Peter goes on to name an additional two dozen Fox series that came and went quickly.
"But I suppose if all those shows go down the tubes," Peter says, "we might have a shot."
They did and "Family Guy" does.
Always an acquired taste -- one most likely to be acquired by the politically incorrect -- this new "Guy" is just as rude, attention-deficit disordered and funny as past episodes that continue to win over new fans in reruns on Cartoon Network's "Adult Swim" and on DVD.
Tonight's 9 o'clock premiere finds Peter and wife Lois (Alex Borstein) going on a second honeymoon, where they find a copy of Mel Gibson's latest film, a sequel-turned-buddy cop film, "Passion of the Christ 2: Crucify This."
The episode pokes fun at Gibson, apes "North by Northwest," denigrates British pornography and mocks George Lopez. All in a day's work for "Family Guy," which hasn't lost any of its bite despite being out of production for such an extended period.
Its new companion comedy, MacFarlane's "American Dad," isn't as funny.
Previewed after the Super Bowl with a much stronger episode, a new installment airs at 9:30 tonight. To call "Dad" derivative of "Family Guy" would be an understatement. It's almost as if Fox commissioned "Dad" to fill the "Guy" niche before deciding to re-activate "Guy."
There are subtle differences between the two series, but both feature a dumb daddy with a smarter, more sympathetic wife; in "Dad," a talking goldfish (and alien) stand in for "Guy's" talking dog. Both series use similar styles of animation and humor.

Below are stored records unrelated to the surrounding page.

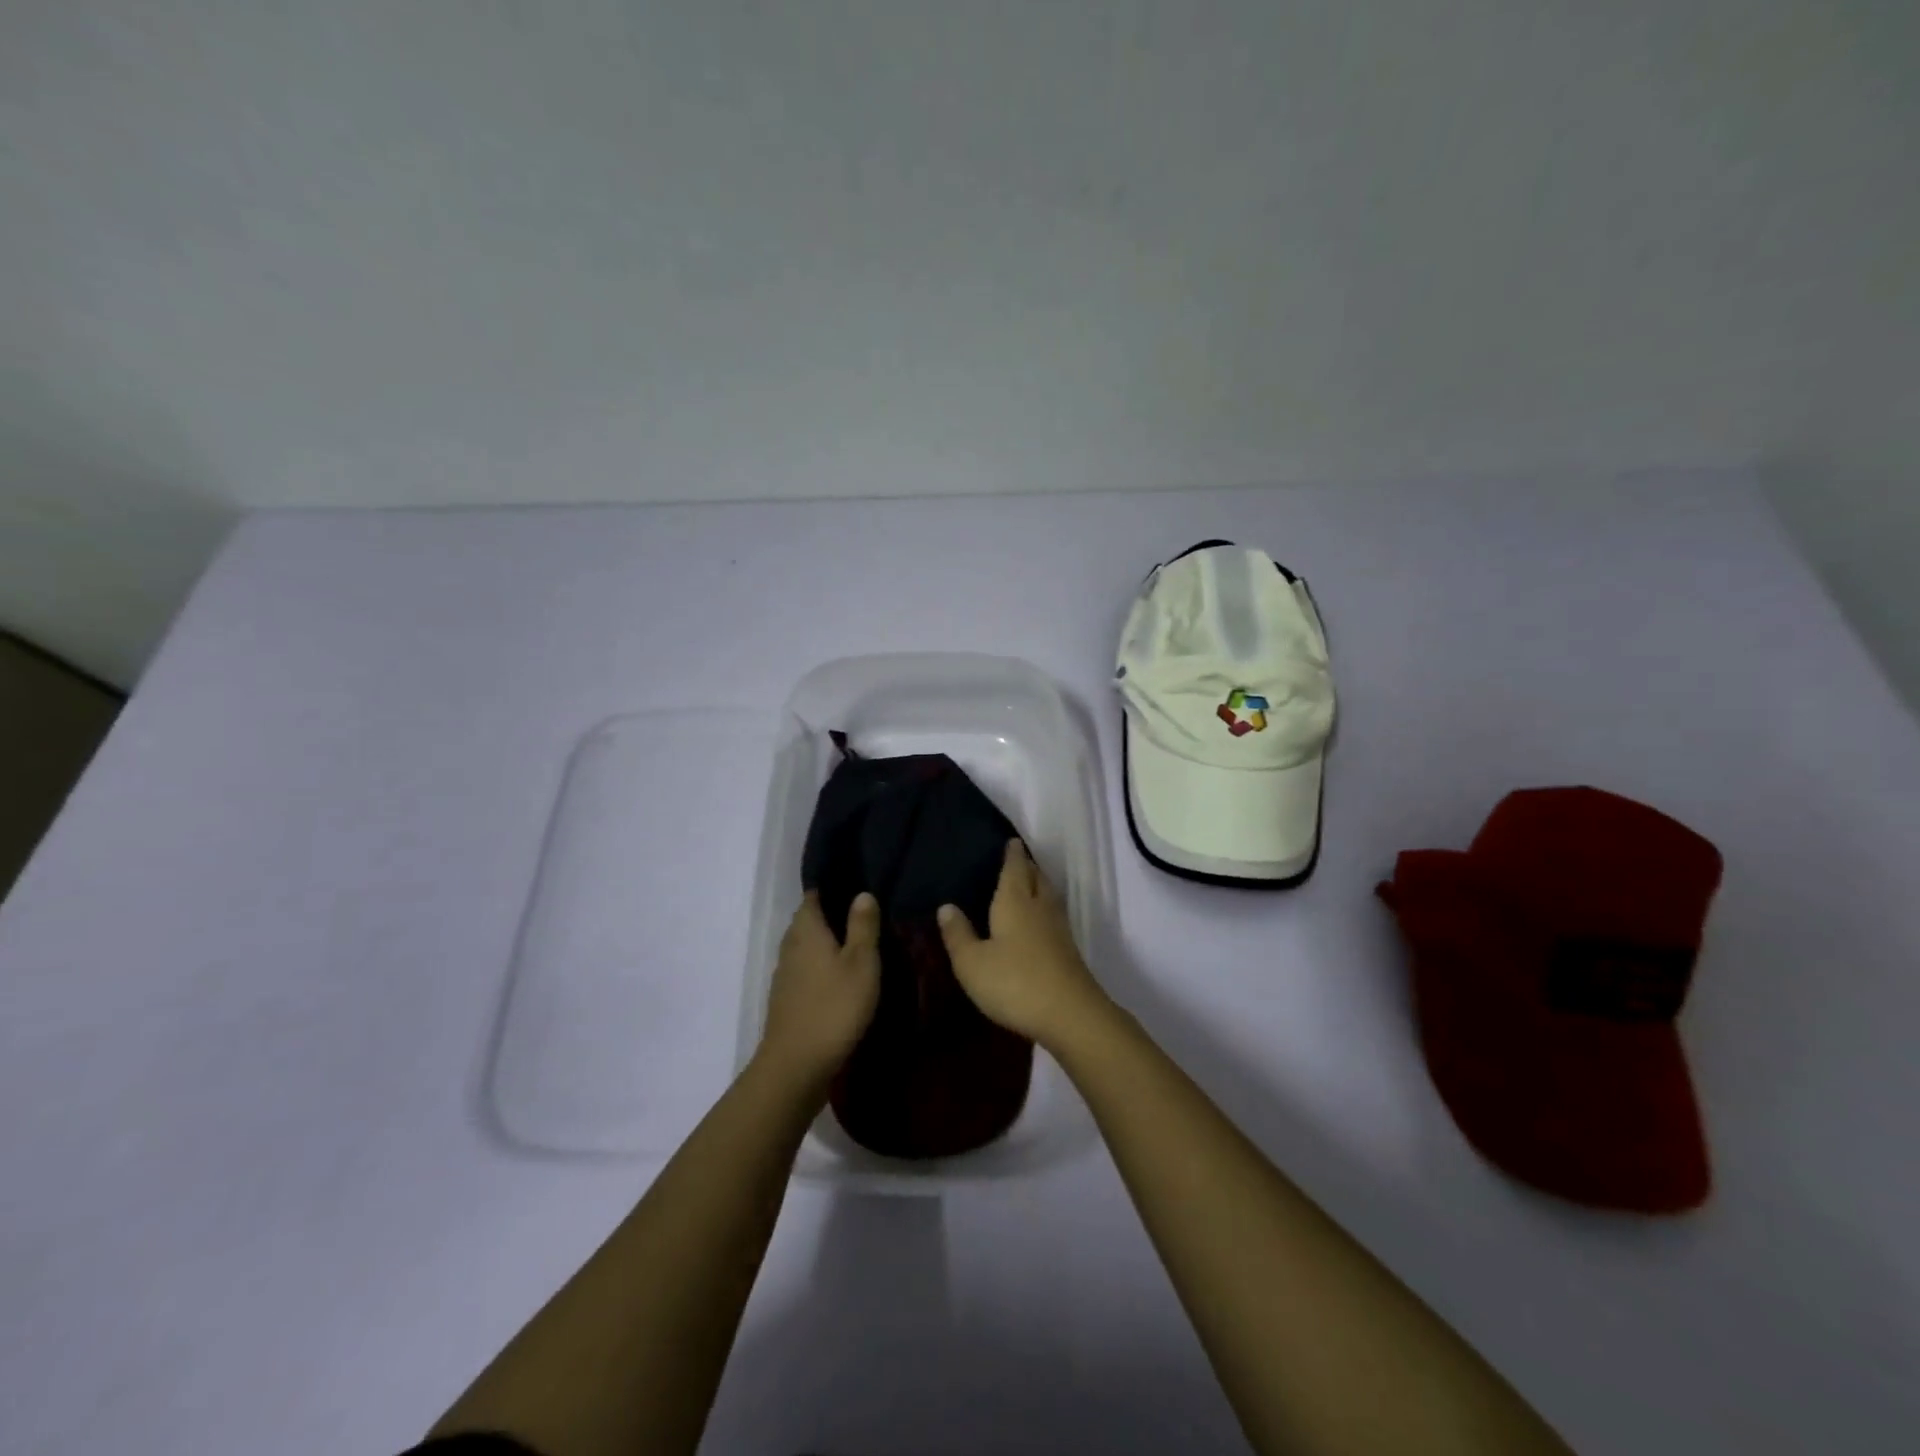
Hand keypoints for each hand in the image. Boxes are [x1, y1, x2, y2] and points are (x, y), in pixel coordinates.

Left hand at [760, 891, 881, 1086]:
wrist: (796, 1065)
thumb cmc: (834, 1007)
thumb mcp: (861, 963)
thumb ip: (863, 926)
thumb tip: (862, 893)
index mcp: (807, 930)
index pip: (813, 896)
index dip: (830, 888)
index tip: (853, 884)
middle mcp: (790, 946)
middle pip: (807, 921)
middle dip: (829, 915)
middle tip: (861, 913)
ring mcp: (784, 974)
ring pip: (805, 947)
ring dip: (824, 943)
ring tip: (854, 943)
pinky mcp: (786, 999)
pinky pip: (804, 970)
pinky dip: (819, 966)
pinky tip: (839, 976)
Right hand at [937, 839, 1110, 1049]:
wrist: (1070, 1015)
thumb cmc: (1014, 982)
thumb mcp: (972, 963)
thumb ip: (958, 934)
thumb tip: (946, 906)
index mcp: (1015, 901)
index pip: (1015, 868)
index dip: (1012, 854)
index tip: (1011, 841)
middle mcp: (1040, 907)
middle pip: (1036, 878)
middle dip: (1027, 866)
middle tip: (1017, 859)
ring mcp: (1058, 929)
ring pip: (1049, 896)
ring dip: (1039, 885)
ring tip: (1028, 883)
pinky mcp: (1068, 950)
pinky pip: (1054, 915)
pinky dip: (1045, 907)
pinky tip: (1039, 920)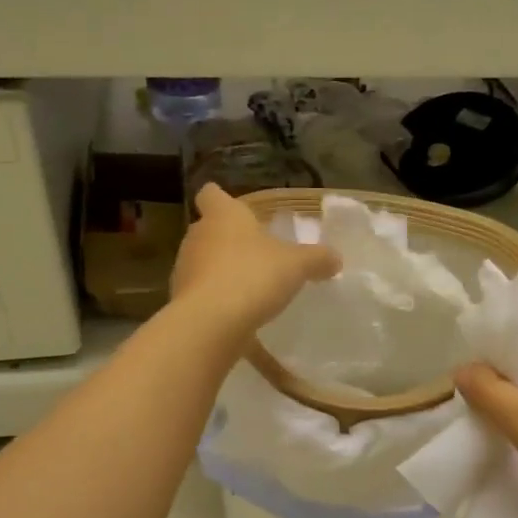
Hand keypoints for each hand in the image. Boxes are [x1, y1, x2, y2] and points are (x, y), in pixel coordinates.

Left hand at [170, 184, 339, 337]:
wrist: (211, 323)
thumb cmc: (253, 276)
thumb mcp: (297, 265)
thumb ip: (317, 259)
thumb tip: (336, 258)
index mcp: (223, 216)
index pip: (211, 194)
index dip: (221, 198)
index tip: (234, 208)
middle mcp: (198, 237)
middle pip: (208, 231)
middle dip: (228, 241)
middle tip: (255, 254)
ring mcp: (185, 269)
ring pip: (203, 264)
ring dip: (221, 273)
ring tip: (249, 290)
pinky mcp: (182, 301)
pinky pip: (203, 297)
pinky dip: (218, 304)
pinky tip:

The "Dad" patriarch is ultra-conservative Stan Smith (MacFarlane), a CIA agent based in Virginia who is willing to go to any extremes to keep his homeland secure.
In today's episode, wife Francine (Wendy Schaal) makes Stan insecure by getting a real-estate job and making more money than he does. He considers assassinating her but instead gets a second job staging bum fights.
Where "Family Guy" depicts local newscasters as blow-dried morons, on "Dad," viewers are introduced to two gay anchors, who are also domestic partners.
When they move into Stan's neighborhood, he objects, not because they're gay (Stan seems to be oblivious to this), but because they're "members of the liberal media." Neither news-anchor depiction is realistic, but darn if they aren't both funny to watch.
The rest of "American Dad" is less amusing. At least in this episode, it's neither as inventive nor as outrageous as "Family Guy" and instead comes off as a lackluster imitation.